Setup dataset and add measurement errors

Now lets set up the variables - including measurement errors. We could call the data whatever we wanted (e.g “Y_with_error” below), as long as we combine all the data together into one

########################################################################################################
#Setup Measurement Errors - for use with blouchOU_reg_direct
N<-length(cervid.trdata.BGS$phy$tip.label)
Z_direct<-1
Z_X_error<-1
Y_with_error<-cervid.trdata.BGS$dat$mc_log_ant_vol
X_with_error<-cervid.trdata.BGS$dat$mc_log_psl
Y_error<-sqrt(cervid.trdata.BGS$dat$me.log_ant_vol) #Standard error not variance
X_error<-sqrt(cervid.trdata.BGS$dat$me.log_psl) #Standard error not variance
trdata<-cervid.trdata.BGS
regimes_tip <- cervid.trdata.BGS$dat$BGS

Lets add the data to our trdata variable, which already contains the tree

############################################################################################################
#Add errors to trdata file
trdata$dat<-cbind(trdata$dat,data.frame(cbind(Y_with_error,Y_error,X_with_error,X_error)))

Setting Priors

Let’s make a simple plot of data, and look at a simple ordinary least squares regression of Y on X. The intercept and slope values will give us an idea of how to center our priors below.

df<-data.frame(Y=Y_with_error,X=X_with_error)
ols.coef<-summary(lm(Y~X,df))
ols.coef$coefficients[c(1,2)] #Intercept and slope
#> [1] 0.0444186 6.3044512

ols.plot<-ggplot2::ggplot(data=df,ggplot2::aes(x=X,y=Y))+
  ggplot2::geom_point()+
  ggplot2::geom_abline(intercept=ols.coef$coefficients[1],slope=ols.coef$coefficients[2],alpha=0.1)+
  ggplot2::theme_bw()+
  ggplot2::theme(
    panel.grid.major = ggplot2::element_blank(),
    panel.grid.minor = ggplot2::element_blank())

ols.plot

Below are the priors used for this first analysis. See Grabowski (in press) for more on setting these priors, but here our optima (intercept) and slope are informed by the linar model.

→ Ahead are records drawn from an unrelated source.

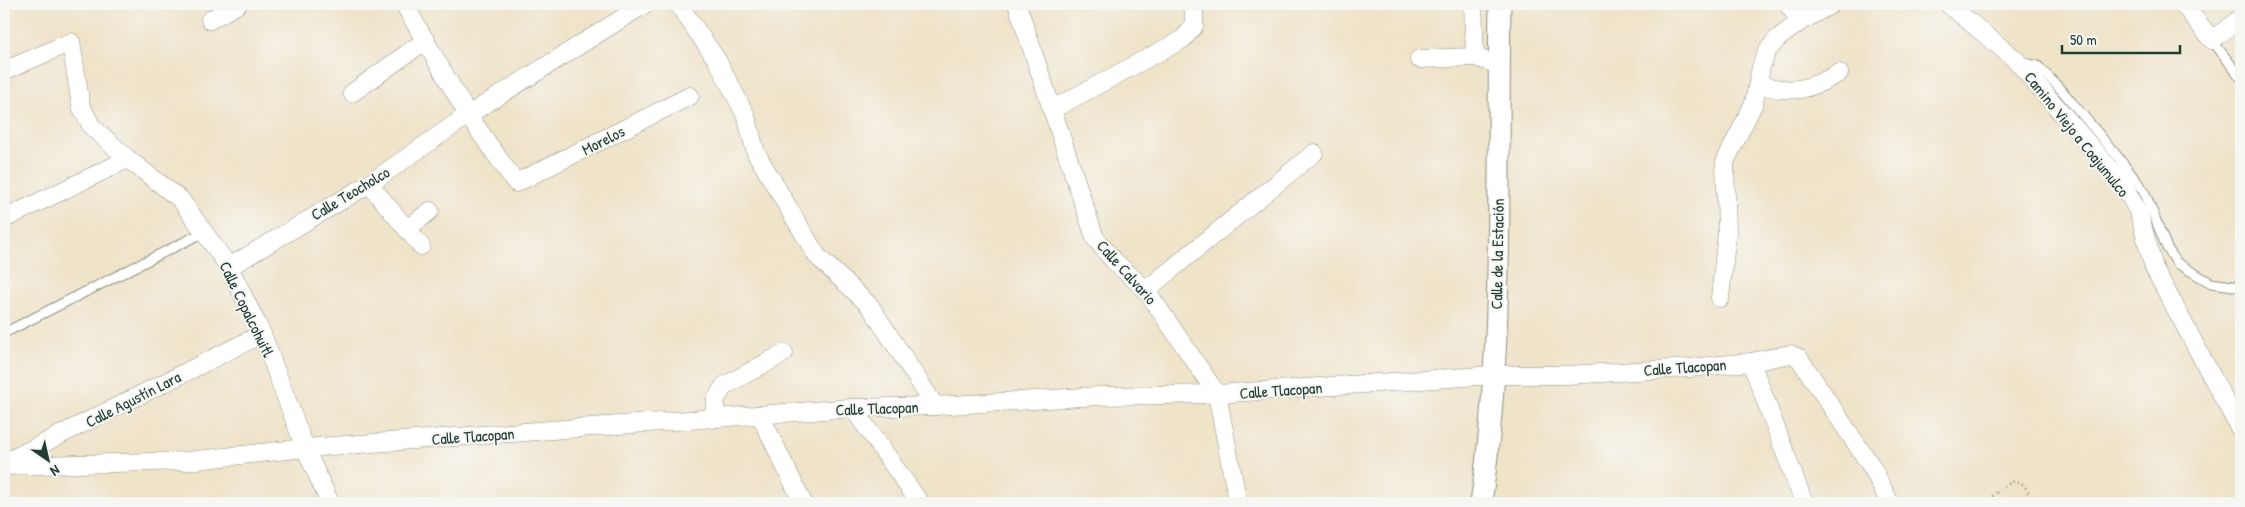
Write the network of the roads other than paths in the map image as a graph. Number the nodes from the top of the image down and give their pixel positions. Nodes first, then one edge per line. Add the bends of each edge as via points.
1 (238, 4) edge
2 (404, 4) edge
3 (645, 4) edge
4 (678, 4) edge
5 (1017, 4) edge
6 (1194, 4) edge
7 (1473, 4) edge
8 (1500, 4) edge
9 (1788, 4) edge
10 (1832, 4) edge
11 (1948, 4) edge
12 (2183, 4) edge
13 (2241, 18) edge
14 (210, 20) dead end
15 (1800, 22) junction
16 (426, 40) junction
17 (2212, 40) junction
18 (1475, 57) junction
19 (1419, 59) dead end
20 (2016, 60) junction
21 (1499, 65) junction
22 (4, 71) edge
23 (1839, 73) dead end
24 (2241, 78) edge
25 (1758, 84) junction
26 (352, 93) dead end
27 (690, 96) dead end
28 (1053, 109) junction
29 (468, 115) junction
30 (1314, 153) dead end
31 (128, 159) junction
32 (369, 184) junction
33 (430, 211) dead end
34 (4, 219) edge
35 (407, 228) junction
36 (204, 232) junction
37 (421, 246) dead end
38 (229, 267) junction
39 (2241, 287) edge
40 (1146, 290) junction
41 (1720, 298) dead end
42 (4, 333) edge
43 (262, 334) junction
44 (784, 353) dead end
45 (1750, 362) junction
46 (1494, 375) junction
47 (1217, 394) junction
48 (935, 406) junction
49 (852, 408) junction
50 (760, 415) junction
51 (714, 418) junction
52 (2241, 431) edge
53 (305, 448) junction
54 (4, 465) edge
55 (330, 503) edge
56 (803, 503) edge
57 (920, 503) edge
58 (1237, 503) edge
59 (1481, 503) edge
60 (1804, 503) edge
61 (1890, 503) edge

1 - 14 street
2 - 16 street
3 - 29 street, Calle Teocholco
4 - 48 street via 717,60 746,116 756,153 817,256 870,306
5 - 28 street, Calle Calvario
6 - 28 street via 1194,26 1183,39
7 - 18 street
8 - 21 street, Calle de la Estación
9 - 15 street
10 - 15 street
11 - 20 street, Camino Viejo a Coajumulco
12 - 17 street
13 - 17 street
15 - 25 street via 1767,51
16 - 26 street
16 - 29 street
17 - 24 lane
18 - 19 street
18 - 21 street
20 - 39 lane via 2038,66 2118,157 2144,191 2167,248 2177,263 2211,282
20 - 52 street, Camino Viejo a Coajumulco via 2123,184 2139,213 2154,268
21 - 46 street, Calle de la Estación via 1498,293
22 - 31 street, Calle Copalcohuitl via 71,42 81,106 92,127
23 - 25 street via 1802,89 1780,90
25 - 41 street via 1754,103 1725,162 1727,232
27 - 29 street, Morelos via 516,183
28 - 40 street, Calle Calvario via 1095,238 1114,261
29 - 32 street, Calle Teocholco
30 - 40 street
31 - 34 street
31 - 36 street, Calle Copalcohuitl via 181,200
32 - 35 street
32 - 38 street, Calle Teocholco
33 - 35 street
35 - 37 street
36 - 38 street, Calle Copalcohuitl
36 - 42 lane
38 - 43 street, Calle Copalcohuitl
40 - 47 street, Calle Calvario
43 - 53 street, Calle Copalcohuitl
43 - 54 street, Calle Agustín Lara
44 - 51 street via 724,386 716,399
45 - 46 street, Calle Tlacopan via 1566,375
45 - 60 street, Calle Tlacopan
45 - 61 street, Calle Tlacopan via 1790,354 1799,358 1844,422
46 - 47 street, Calle Tlacopan
46 - 59 street, Calle de la Estación
47 - 48 street, Calle Tlacopan via 1099,396
47 - 58 street, Calle Calvario
48 - 49 street, Calle Tlacopan
49 - 50 street, Calle Tlacopan
49 - 57 street
50 - 51 street, Calle Tlacopan
50 - 56 street
51 - 53 street, Calle Tlacopan
53 - 54 street, Calle Tlacopan via 188,461
53 - 55 street, Calle Copalcohuitl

############################################################################################################
#Set Priors
hl.prior<-c(log(0.25),0.25)
vy.prior<-10
optima.prior<-c(0.05,0.75) #Informed by linear model above
beta.prior<-c(6.304451,1.75) #Informed by linear model above

Exploring Priors

Lets simulate from our priors to check if these are reasonable values for the intercept and slope - futher below is code for looking at the priors for the other parameters in the model, in the prior vs. posterior plots section. These are the “.sims” values - the priors are based on the intercept and slope of the OLS regression above, with standard deviations set by visualizing the priors versus the data.

Half-life Prior plot

hl.sims<-data.frame(rlnorm(n=1000,meanlog=hl.prior[1],sdlog=hl.prior[2]))
names(hl.sims)<-"prior.hl.sims"

hl.prior.plot<-ggplot2::ggplot()+
  ggplot2::geom_density(ggplot2::aes(prior.hl.sims,fill="prior.hl.sims"),alpha=0.2,data=hl.sims)+
  ggplot2::theme_bw()+
  ggplot2::theme(
    panel.grid.major = ggplot2::element_blank(),
    panel.grid.minor = ggplot2::element_blank())+
  
  #labs(title="Prior vs. Posterior Distribution ",x="Half-life", y = "Density")+
  ggplot2::labs(title="",x="Half-life", y = "Density")+
  
  #scale_fill_manual(labels=c("Posterior","Prior"))+
  ggsci::scale_fill_npg(name="",labels=c("Prior"))

hl.prior.plot

Vy Prior Plot

vy.sims<-rexp(n=1000,rate=vy.prior)
vy.sims<-data.frame(vy.sims)
names(vy.sims)<-"prior.vy.sims"

vy.prior.plot<-ggplot2::ggplot()+
  ggplot2::geom_density(ggplot2::aes(prior.vy.sims,fill="prior.vy.sims"),alpha=0.2,data=vy.sims)+
  ggplot2::theme_bw()+
  ggplot2::theme(
    panel.grid.major = ggplot2::element_blank(),
    panel.grid.minor = ggplot2::element_blank())+
  
  #labs(title="Prior vs. Posterior Distribution ",x="vy", y = "Density")+
  ggplot2::labs(title="",x="vy", y = "Density")+

  #scale_fill_manual(labels=c("Posterior","Prior"))+
  ggsci::scale_fill_npg(name="",labels=c("Prior"))


vy.prior.plot

Prior on how shared branch lengths correspond to covariance

hl.sims<-data.frame(rlnorm(n=1000,meanlog=hl.prior[1],sdlog=hl.prior[2]))
vy.sims<-rexp(n=1000,rate=vy.prior)
a.sims<-log(2)/hl.sims
sigma2_y.sims<-vy.sims*(2*(log(2)/hl.sims))
mypal <- ggsci::pal_npg("nrc", alpha = 0.4)(2)

x<-seq(0,1,by=0.01)
df<-data.frame(x)

p<-ggplot2::ggplot(df,ggplot2::aes(x))
for(i in 1:30){
  p<-p+ggplot2::stat_function(fun=function(x,i) {sigma2_y.sims[i,] /(2 * a.sims[i,]) * ((1 - exp(-2 * a.sims[i,] * (1-(x/2)))) * exp(-a.sims[i,] * x))},
                              args=list(i=i),alpha=0.2,lwd=2)}
p<-p+ggplot2::theme_bw()+
  ggplot2::theme(
    panel.grid.major = ggplot2::element_blank(),
    panel.grid.minor = ggplot2::element_blank())+
  ggplot2::labs(title="",x="Time Since MRCA", y = "Covariance")
p

Slope and intercept Prior Plot

optima.sims<-rnorm(100,optima.prior[1],optima.prior[2])
beta.sims<-rnorm(n=100,beta.prior[1],beta.prior[2])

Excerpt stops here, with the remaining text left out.